To understand why conflict happens with our children, it is important to understand that the developmental stages of growth. When a child becomes pre-teens and teenagers, your child is becoming more independent and responsible with their own perspective and preferences. Additionally, teen’s brain development can not make the child see the risks and consequences of a situation clearly or from the parents’ perspective. Moreover, disagreements is inevitable and managing conflict can help reduce family stress levels, make relationships stronger, provides opportunity to explore and develop respect for different perspectives, and helps the child learn and practise how to negotiate and compromise, which is important in developing healthy communication and problem solving.

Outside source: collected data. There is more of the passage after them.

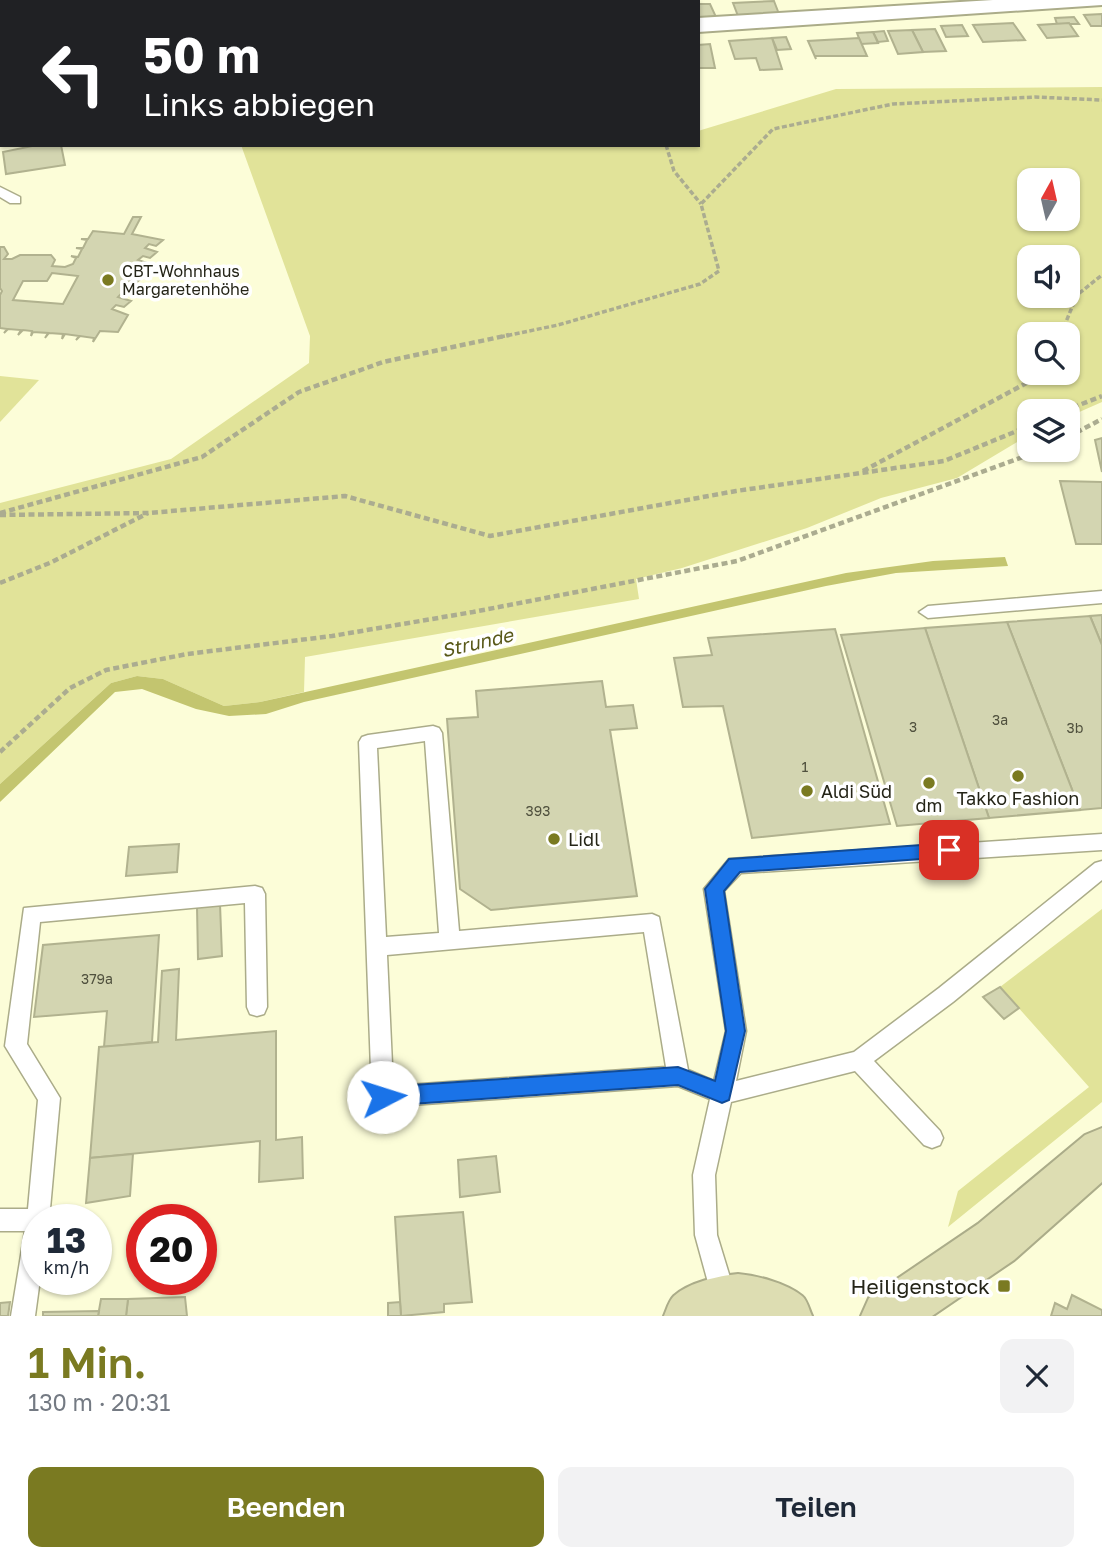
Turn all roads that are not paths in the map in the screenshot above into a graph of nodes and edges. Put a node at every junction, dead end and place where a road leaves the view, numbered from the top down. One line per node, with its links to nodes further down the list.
1 (1097, 0): 2 (street)
2 (842, 8): 3 (street)
3 (700, 25)
4 (0, 191): 5 (lane)
5 (15, 200)
6 (1102, 597): 7 (lane)
7 (928, 612)
8 (1102, 842): 15 (lane)
9 (1102, 869): 13 (lane)
10 (450, 942): 11 (lane); 11 (lane); 14 (lane)
11 (378, 947): 14 (lane)
12 (257, 1007): 18 (lane)
13 (859, 1060): 15 (lane); 16 (lane)
14 (678, 1076): 15 (lane)
15 (722, 1094): 22 (lane)
16 (932, 1138)
17 (1102, 1151): 25 (main road)
18 (39, 1204)
19 (0, 1220): 20 (lane)
20 (21, 1220)
21 (26, 1295): 23 (lane)
22 (708, 1308): 24 (main road)
23 (23, 1316)
24 (786, 1316)
25 (887, 1316)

An important aspect of communication between parents and child is setting boundaries and expectations. While allowing the child to express themselves and make their own decisions, parents should communicate clear expectations for the child’s behaviour. This requires parents to find a balance between being authoritative and permissive; it is necessary for parents to be firm and consistent in enforcing rules and consequences, however, also being flexible and understanding of the child’s unique needs and personality. Also, discuss family rules about conversation with your children that can help manage conflict. For example, rules can include using respectful language, speaking in a calm voice, letting other people talk without interrupting, and asking questions to gain better understanding once the speaker is finished speaking. If your child is behaving in physically or verbally harmful ways, let them know this behaviour is unacceptable. For example, ‘It’s not OK to speak to me like that’, or ‘We’ll have to patch and paint that hole in the plaster this weekend. The cost of the materials will come out of your pocket money’. Finally, to help work through conflict, focus on the issue or behaviour and avoid general statements about the child. Being brief and using simple terms when explaining your view can help convey your main concerns about your child’s wellbeing in the present and future clearer. For example, ‘I need to make sure you’re safe if you’re out at night. It helps if you tell me where you’re going and who you’re with’. As such, to improve parent-child relationships, you need to learn communication strategies in your everyday life.